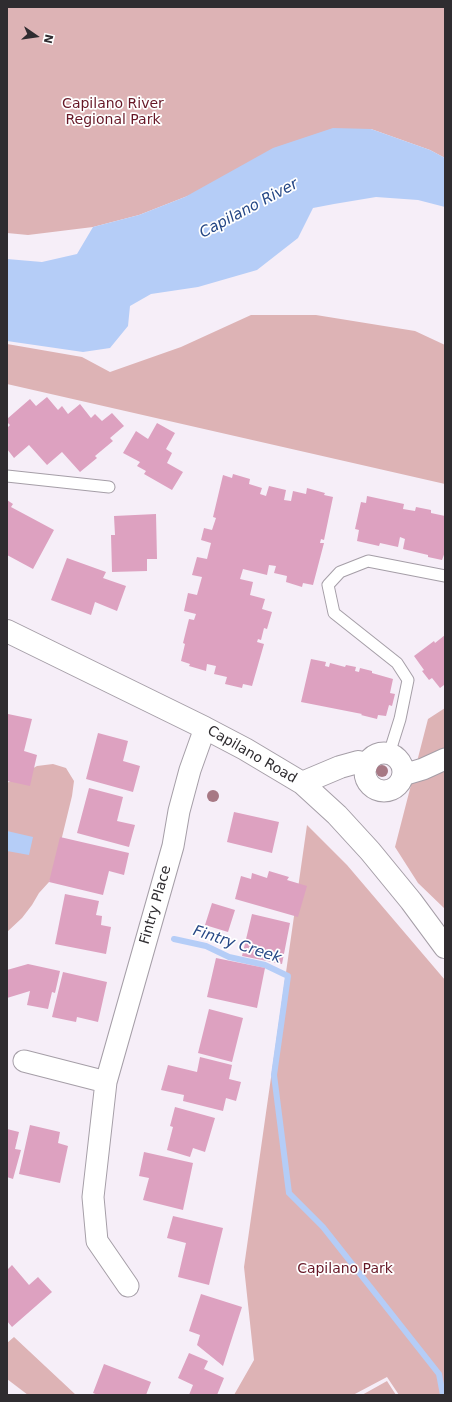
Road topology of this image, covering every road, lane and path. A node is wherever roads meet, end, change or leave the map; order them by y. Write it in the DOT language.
graph roads {
  1 [pos="7,476"];
  2 [pos="109,487"];
  3 [pos="445,576"];
  4 [pos="7,631"];
  5 [pos="205,728"];
  6 [pos="389,754"];
  7 [pos="445,759"];
  8 [pos="367,764"];
  9 [pos="403,775"];
  10 [pos="302,783"];
  11 [pos="445,947"];
  12 [pos="24,1060"];
  13 [pos="106,1082"];
  14 [pos="128,1286"];
  1 -- 2 [label="lane"];
  3 -- 6 [label="lane"];
  4 -- 5 [label="main road, Capilano Road"];
  5 -- 10 [label="main road, Capilano Road"];
  5 -- 13 [label="street, Fintry Place"];
  6 -- 8 [label="street"];
  6 -- 9 [label="street"];
  7 -- 9 [label="street"];
  8 -- 9 [label="street"];
  8 -- 10 [label="main road"];
  10 -- 11 [label="main road, Capilano Road"];
  12 -- 13 [label="street"];
  13 -- 14 [label="street, Fintry Place"];
}
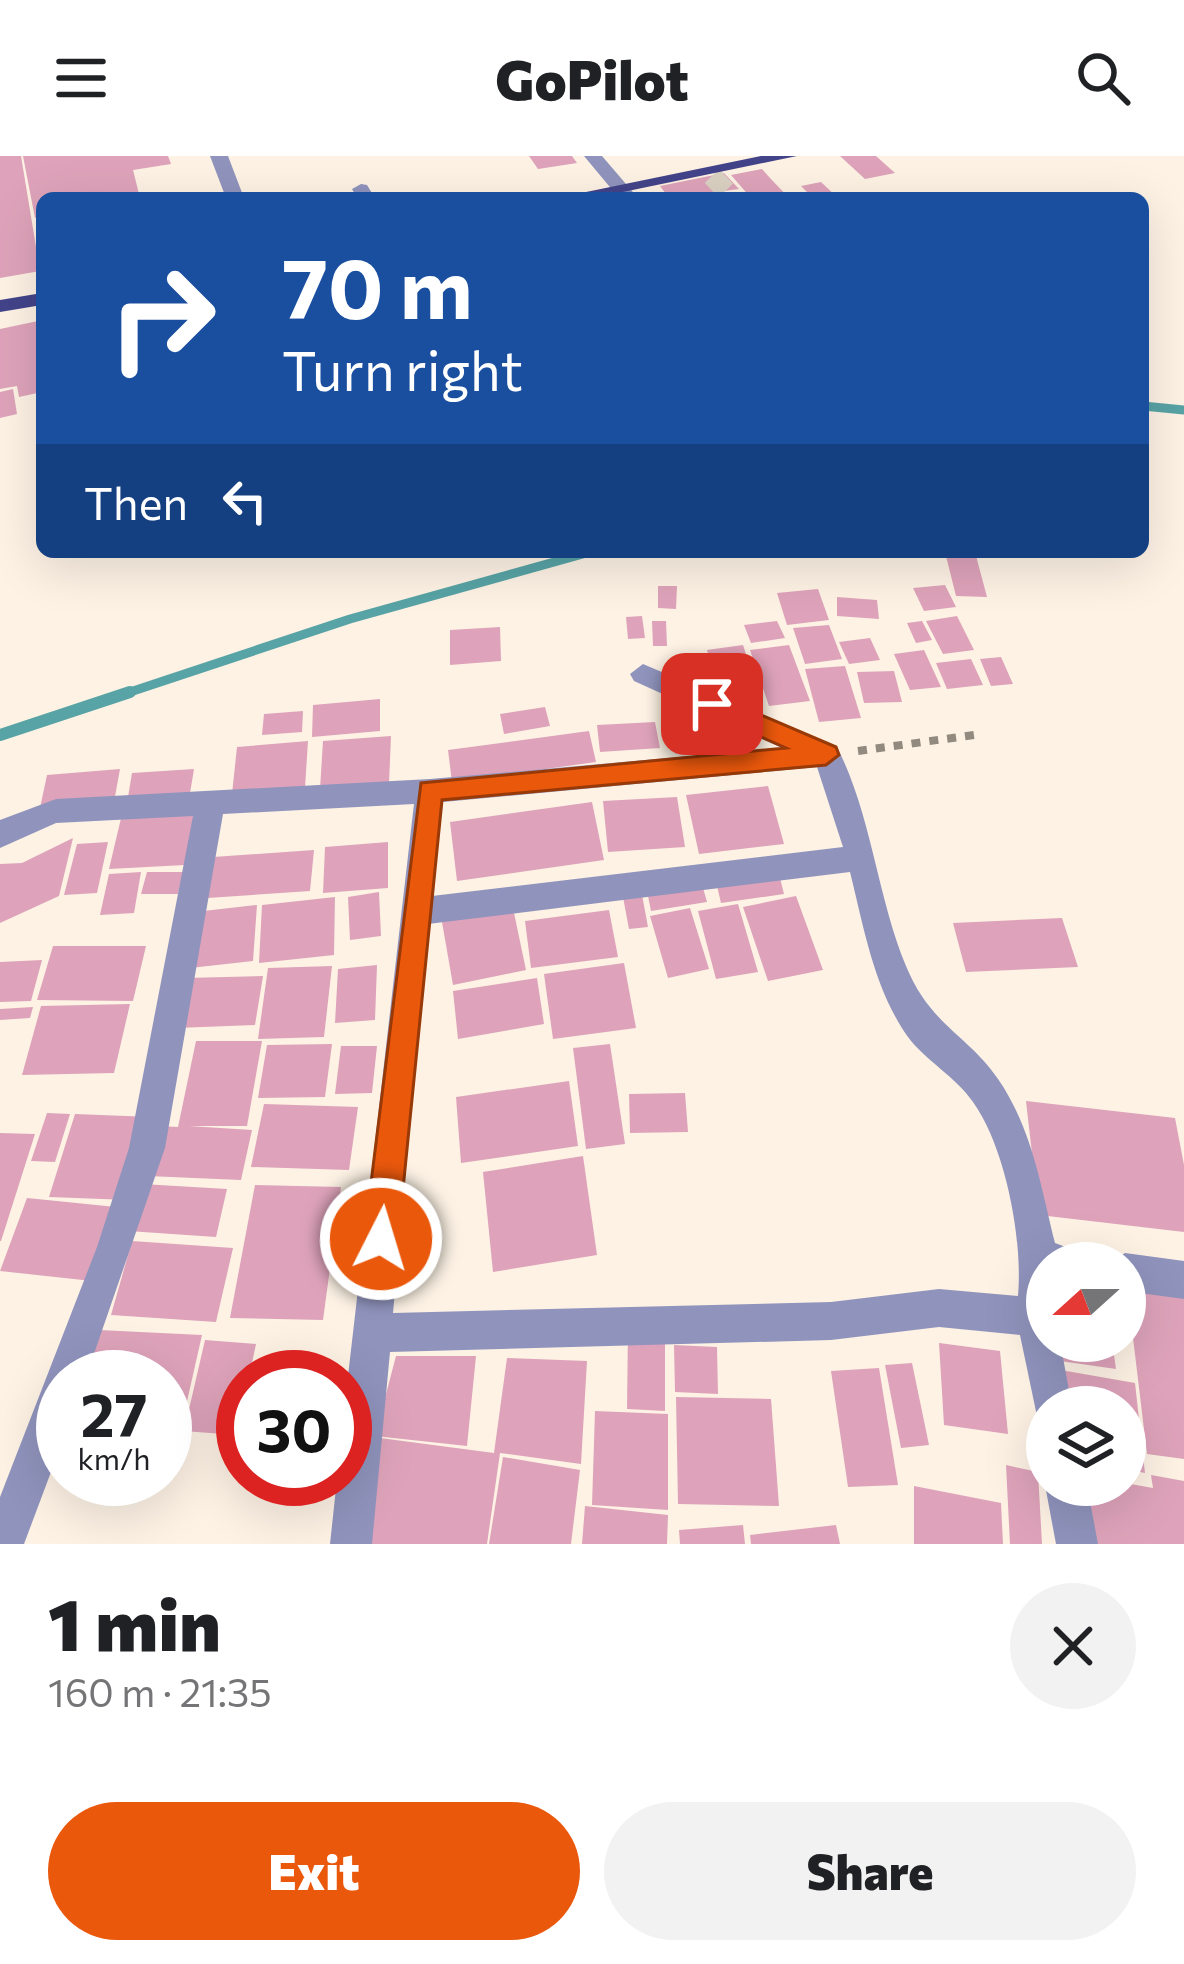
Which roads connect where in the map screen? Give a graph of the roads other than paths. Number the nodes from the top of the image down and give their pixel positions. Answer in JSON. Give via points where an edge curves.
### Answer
{"nodes":[{"id":1,"x":219,"y":156,"type":"edge"},
{"id":2,"x":593,"y":156,"type":"edge"},
{"id":3,"x":787,"y":156,"type":"edge"},
{"id":4,"x":714,"y":168,"type":"edge"},
{"id":5,"x":233,"y":192,"type":"edge"},
{"id":6,"x":625,"y":192,"type":"edge"},
{"id":7,"x":36,"y":299,"type":"edge"},
{"id":8,"x":0,"y":306,"type":"edge"},
{"id":9,"x":643,"y":674,"type":"dead end"},
{"id":10,"x":826,"y":755,"type":"junction"},
{"id":11,"x":430,"y":790,"type":"junction"},
{"id":12,"x":211,"y":804,"type":"junction"},
{"id":13,"x":0,"y":835,"type":"edge"},
{"id":14,"x":862,"y":858,"type":"junction"},
{"id":15,"x":413,"y":912,"type":"junction"},
{"id":16,"x":1044,"y":1242,"type":"edge"},
{"id":17,"x":1146,"y":1275,"type":"edge"},
{"id":18,"x":1184,"y":1280,"type":"edge"},
{"id":19,"x":1026,"y":1316,"type":"edge"},
{"id":20,"x":372,"y":1333,"type":"junction"},
{"id":21,"x":76,"y":1350,"type":"edge"},
{"id":22,"x":36,"y":1457,"type":"edge"},
{"id":23,"x":1070,"y":1506,"type":"edge"},
{"id":24,"x":3,"y":1544,"type":"edge"},
{"id":25,"x":351,"y":1544,"type":"edge"},
{"id":26,"x":1077,"y":1544,"type":"edge"}],
"edges":[{"from":1,"to":5,"type":"street"},
{"from":2,"to":6,"type":"street"},
{"from":3,"to":4,"type":"main road"},
{"from":4,"to":6,"type":"main road"},
{"from":7,"to":8,"type":"main road"},
{"from":9,"to":10,"type":"street"},
{"from":10,"to":11,"type":"street"},
{"from":10,"to":14,"type":"street"},
{"from":11,"to":12,"type":"street"},
{"from":11,"to":15,"type":"street"},
{"from":12,"to":13,"type":"street","via":[[56,811]]},
{"from":12,"to":21,"type":"street","via":[[148,1141]]},
{"from":14,"to":15,"type":"street"},
{"from":14,"to":16,"type":"street","via":[[903,999],[985,1089],[1014,1147]]},
{"from":15,"to":20,"type":"street"},
{"from":17,"to":18,"type":"street"},
{"from":19,"to":20,"type":"street","via":[[939,1308],[791,1323]]},
{"from":20,"to":25,"type":"street"},
{"from":22,"to":24,"type":"street"},
{"from":23,"to":26,"type":"street"}]}
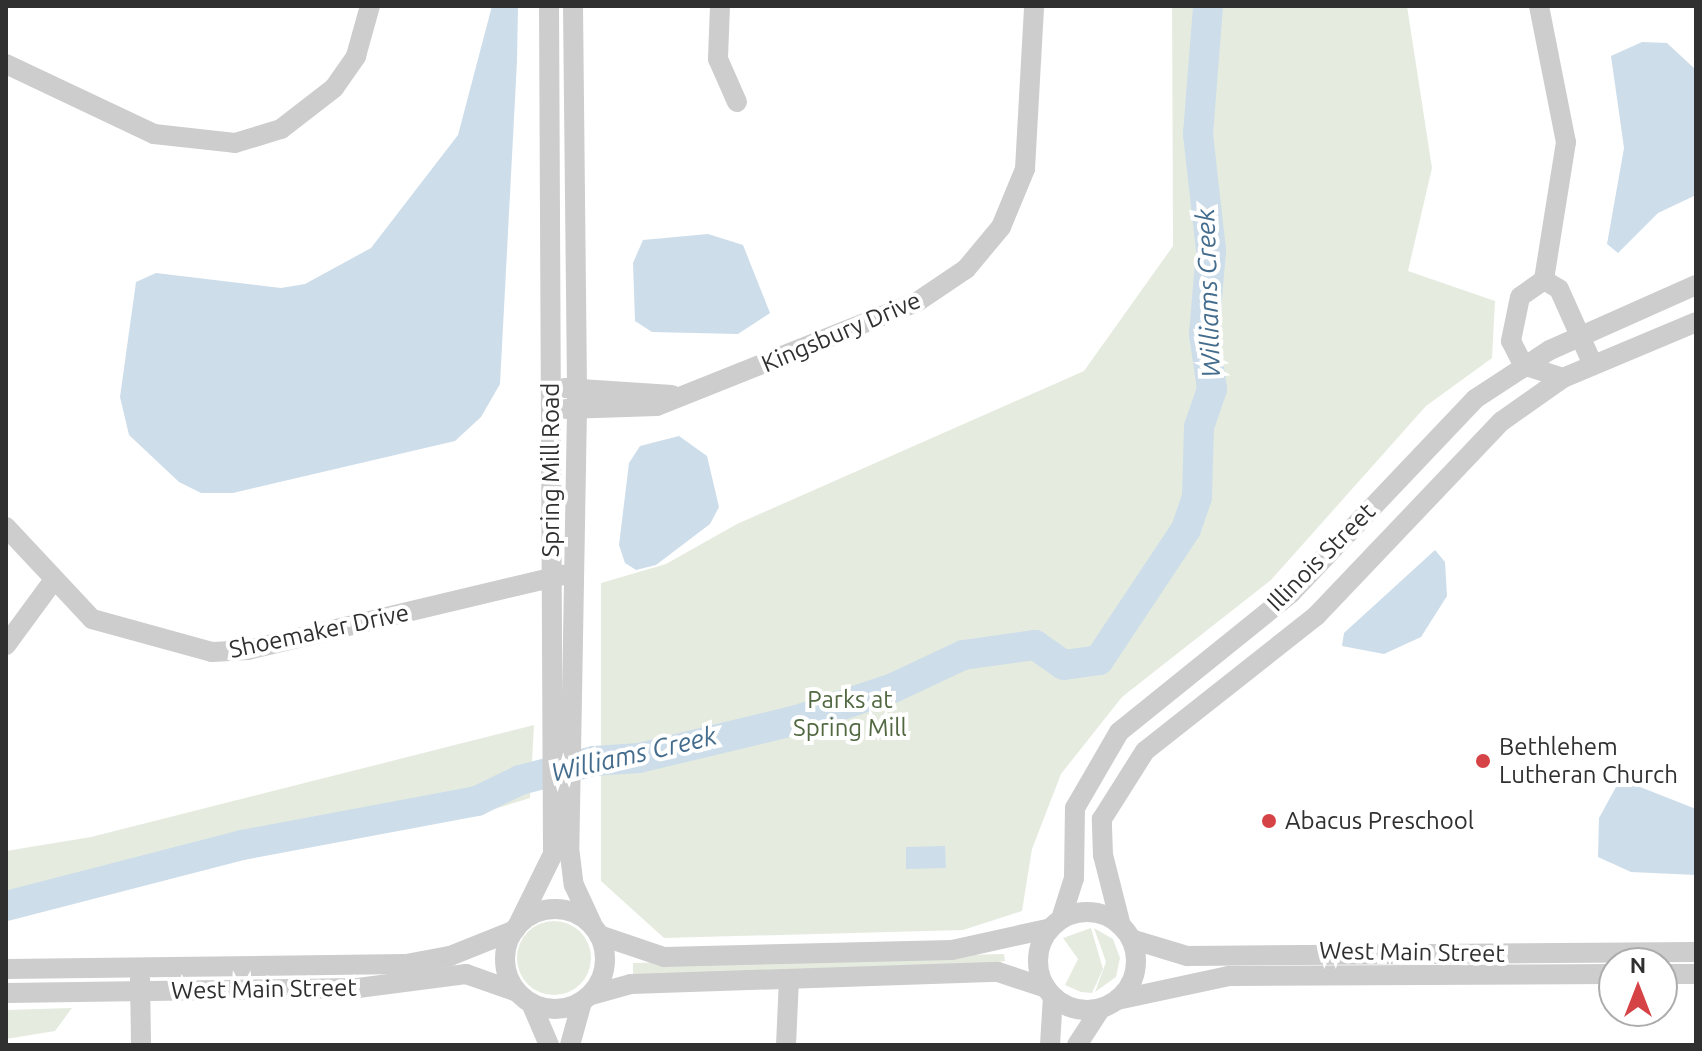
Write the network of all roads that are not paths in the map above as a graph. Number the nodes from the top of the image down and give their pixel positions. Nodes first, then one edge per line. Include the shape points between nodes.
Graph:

-------------------------

▶ _Exercise requirements_
In your transcription of the listing above, match each line exactly and include no pictures.

▶ _Output below_
Road topology of this image, covering every road, lane and path. A node is wherever roads meet, end, change or leave the map; order them by y. Write it in the DOT language.
graph roads {
  1 [pos="7,476"];
  2 [pos="109,487"];
  3 [pos="445,576"];
  4 [pos="7,631"];
  5 [pos="205,728"];
  6 [pos="389,754"];
  7 [pos="445,759"];
  8 [pos="367,764"];
  9 [pos="403,775"];
  10 [pos="302,783"];
  11 [pos="445,947"];
  12 [pos="24,1060"];
  13 [pos="106,1082"];
  14 [pos="128,1286"];
  1 -- 2 [label="lane"];
  3 -- 6 [label="lane"];
  4 -- 5 [label="main road, Capilano Road"];
  5 -- 10 [label="main road, Capilano Road"];
  5 -- 13 [label="street, Fintry Place"];
  6 -- 8 [label="street"];
  6 -- 9 [label="street"];
  7 -- 9 [label="street"];
  8 -- 9 [label="street"];
  8 -- 10 [label="main road"];
  10 -- 11 [label="main road, Capilano Road"];
  12 -- 13 [label="street"];
  13 -- 14 [label="street, Fintry Place"];
}
Which roads connect where in the map screen? Give a graph of the roads other than paths. Number the nodes from the top of the image down and give their pixel positions. Answer in JSON. Give via points where an edge curves.
### Answer
{"nodes":[{"id":1,"x":219,"y":156,"type":"edge"},
{"id":2,"x":593,"y":156,"type":"edge"},
{"id":3,"x":787,"y":156,"type":"edge"},
{"id":4,"x":714,"y":168,"type":"edge"},
{"id":5,"x":233,"y":192,"type":"edge"},
{"id":6,"x":625,"y":192,"type":"edge"},
{"id":7,"x":36,"y":299,"type":"edge"},
{"id":8,"x":0,"y":306,"type":"edge"},
{"id":9,"x":643,"y":674,"type":"dead end"},
{"id":10,"x":826,"y":755,"type":"junction"},
{"id":11,"x":430,"y":790,"type":"junction"},
{"id":12,"x":211,"y":804,"type":"junction"},
{"id":13,"x":0,"y":835,"type":"edge"},
{"id":14,"x":862,"y":858,"type":"junction"},
{"id":15,"x":413,"y":912,"type":"junction"},
{"id":16,"x":1044,"y":1242,"type":"edge"},
{"id":17,"x":1146,"y":1275,"type":"edge"},
{"id":18,"x":1184,"y":1280,"type":"edge"},
{"id":19,"x":1026,"y":1316,"type":"edge"},
{"id":20,"x":372,"y":1333,"type":"junction"},
{"id":21,"x":76,"y":1350,"type":"edge"},
{"id":22,"x":36,"y":1457,"type":"edge"},
{"id":23,"x":1070,"y":1506,"type":"edge"},
{"id":24,"x":3,"y":1544,"type":"edge"},
{"id":25,"x":351,"y":1544,"type":"edge"},
{"id":26,"x":1077,"y":1544,"type":"edge"}],
"edges":[{"from":1,"to":5,"type":"street"},
{"from":2,"to":6,"type":"street"},
{"from":3,"to":4,"type":"main road"},
{"from":4,"to":6,"type":"main road"},
{"from":7,"to":8,"type":"main road"},
{"from":9,"to":10,"type":"street"},
{"from":10,"to":11,"type":"street"},
{"from":10,"to":14,"type":"street"},
{"from":11,"to":12,"type":"street"},
{"from":11,"to":15,"type":"street"},
{"from":12,"to":13,"type":"street","via":[[56,811]]},
{"from":12,"to":21,"type":"street","via":[[148,1141]]},
{"from":14,"to":15,"type":"street"},
{"from":14,"to":16,"type":"street","via":[[903,999],[985,1089],[1014,1147]]},
{"from":15,"to":20,"type":"street"},
{"from":17,"to":18,"type":"street"},
{"from":19,"to":20,"type":"street","via":[[939,1308],[791,1323]]},
{"from":20,"to":25,"type":"street"},
{"from":22,"to":24,"type":"street"},
{"from":23,"to":26,"type":"street"}]}
Write the network of all roads that are not paths in the map above as a graph. Number the nodes from the top of the image down and give their pixel positions. Nodes first, then one edge per line. Include the shape points between nodes.
Graph:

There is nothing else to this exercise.